Martin Wildauer (born 27 November 1987) is an Austrian strongman competitor and entrant to the World's Strongest Man competition. He is a competitor of the well-known Strongman Champions League and the Giants Live competitions. Martin is the current world record holder in the bavarian stonelift.

Biography
Martin was born in Kufstein, Tirol in Austria on 27 November 1987. He was a sports enthusiast even as a child and at the age of 10 started kickboxing. After winning some national competitions in Austria after two years he began boxing but due to school commitments he found he did not have the time to commit to boxing. With the time he did have he began weight training and although his parents tried to encourage this further by buying him weights at home he found that the best environment for his progress was the gym.
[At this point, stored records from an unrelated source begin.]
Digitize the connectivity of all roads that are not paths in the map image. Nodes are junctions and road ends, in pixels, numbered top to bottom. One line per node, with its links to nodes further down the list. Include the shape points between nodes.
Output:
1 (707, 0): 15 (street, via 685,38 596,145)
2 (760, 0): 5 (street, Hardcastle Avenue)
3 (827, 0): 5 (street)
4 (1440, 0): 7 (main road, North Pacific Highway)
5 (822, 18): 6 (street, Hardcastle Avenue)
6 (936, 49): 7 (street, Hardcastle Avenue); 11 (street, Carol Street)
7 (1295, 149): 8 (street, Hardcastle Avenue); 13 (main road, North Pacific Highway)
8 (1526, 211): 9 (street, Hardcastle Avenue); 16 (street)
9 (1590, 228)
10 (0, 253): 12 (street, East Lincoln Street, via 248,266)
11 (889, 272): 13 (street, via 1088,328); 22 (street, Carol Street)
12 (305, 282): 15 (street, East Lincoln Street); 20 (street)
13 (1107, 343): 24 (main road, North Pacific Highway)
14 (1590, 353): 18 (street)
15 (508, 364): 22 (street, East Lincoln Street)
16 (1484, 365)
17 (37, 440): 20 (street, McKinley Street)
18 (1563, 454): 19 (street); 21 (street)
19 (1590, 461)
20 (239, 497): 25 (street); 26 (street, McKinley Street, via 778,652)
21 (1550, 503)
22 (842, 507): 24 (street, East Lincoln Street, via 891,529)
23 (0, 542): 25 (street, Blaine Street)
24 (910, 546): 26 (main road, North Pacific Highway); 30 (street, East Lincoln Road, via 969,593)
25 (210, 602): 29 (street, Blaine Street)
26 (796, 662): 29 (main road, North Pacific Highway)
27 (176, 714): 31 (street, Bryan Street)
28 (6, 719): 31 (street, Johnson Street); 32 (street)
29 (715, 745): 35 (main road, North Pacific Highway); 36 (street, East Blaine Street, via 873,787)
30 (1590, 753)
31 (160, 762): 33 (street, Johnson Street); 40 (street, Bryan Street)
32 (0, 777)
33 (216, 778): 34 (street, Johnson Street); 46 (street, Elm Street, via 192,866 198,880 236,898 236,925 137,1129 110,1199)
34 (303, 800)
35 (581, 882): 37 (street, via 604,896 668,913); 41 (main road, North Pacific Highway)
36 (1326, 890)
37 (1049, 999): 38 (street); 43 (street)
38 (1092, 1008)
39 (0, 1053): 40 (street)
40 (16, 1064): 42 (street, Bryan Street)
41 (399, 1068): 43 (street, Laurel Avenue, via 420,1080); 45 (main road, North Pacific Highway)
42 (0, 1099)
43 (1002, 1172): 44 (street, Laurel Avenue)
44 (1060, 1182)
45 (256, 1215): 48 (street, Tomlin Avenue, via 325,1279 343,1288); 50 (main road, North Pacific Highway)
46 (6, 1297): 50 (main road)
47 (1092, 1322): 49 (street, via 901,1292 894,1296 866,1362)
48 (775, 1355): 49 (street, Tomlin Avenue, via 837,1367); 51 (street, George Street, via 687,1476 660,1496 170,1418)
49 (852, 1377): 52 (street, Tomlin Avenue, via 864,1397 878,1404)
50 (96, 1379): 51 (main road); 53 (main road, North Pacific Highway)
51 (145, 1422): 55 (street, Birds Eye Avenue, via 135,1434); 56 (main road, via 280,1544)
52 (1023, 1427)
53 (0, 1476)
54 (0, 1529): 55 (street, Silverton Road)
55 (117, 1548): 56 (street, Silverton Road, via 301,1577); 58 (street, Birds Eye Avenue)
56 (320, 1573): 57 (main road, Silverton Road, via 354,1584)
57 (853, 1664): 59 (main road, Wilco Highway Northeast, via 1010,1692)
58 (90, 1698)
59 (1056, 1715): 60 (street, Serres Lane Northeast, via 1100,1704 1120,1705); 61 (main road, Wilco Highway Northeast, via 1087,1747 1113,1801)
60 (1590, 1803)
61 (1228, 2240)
A meeting with a powerlifter introduced him to deadlifting and squatting and by the age of 15 he was deadlifting 200 kg. He began to compete at the age of 16 years and soon began to set records, thus far having set over 40 new national records. He moved into strength athletics at nineteen, winning his first competition, a qualifier for the Austrian nationals. He then placed 5th at the Austrian nationals, improving this to third the following year. In the same year he won the Austrian Winter Giants competition. In 2009 a second place at the Strongman Fibo classic, behind Travis Ortmayer, qualified him for the Strongman Champions League. At his inaugural outing in the league in Serbia, he won the car deadlift and came 5th overall. He went on to compete at the next Champions league meeting in Finland, where he set a new official world record in the car deadlift and came 3rd overall. This in turn got him an invite to the pinnacle of strongman, World's Strongest Man. In what was deemed the "group of death" which also contained Žydrūnas Savickas and Brian Shaw, he did not manage to qualify for the final. In 2009 he won the Austria's Strongest Man title.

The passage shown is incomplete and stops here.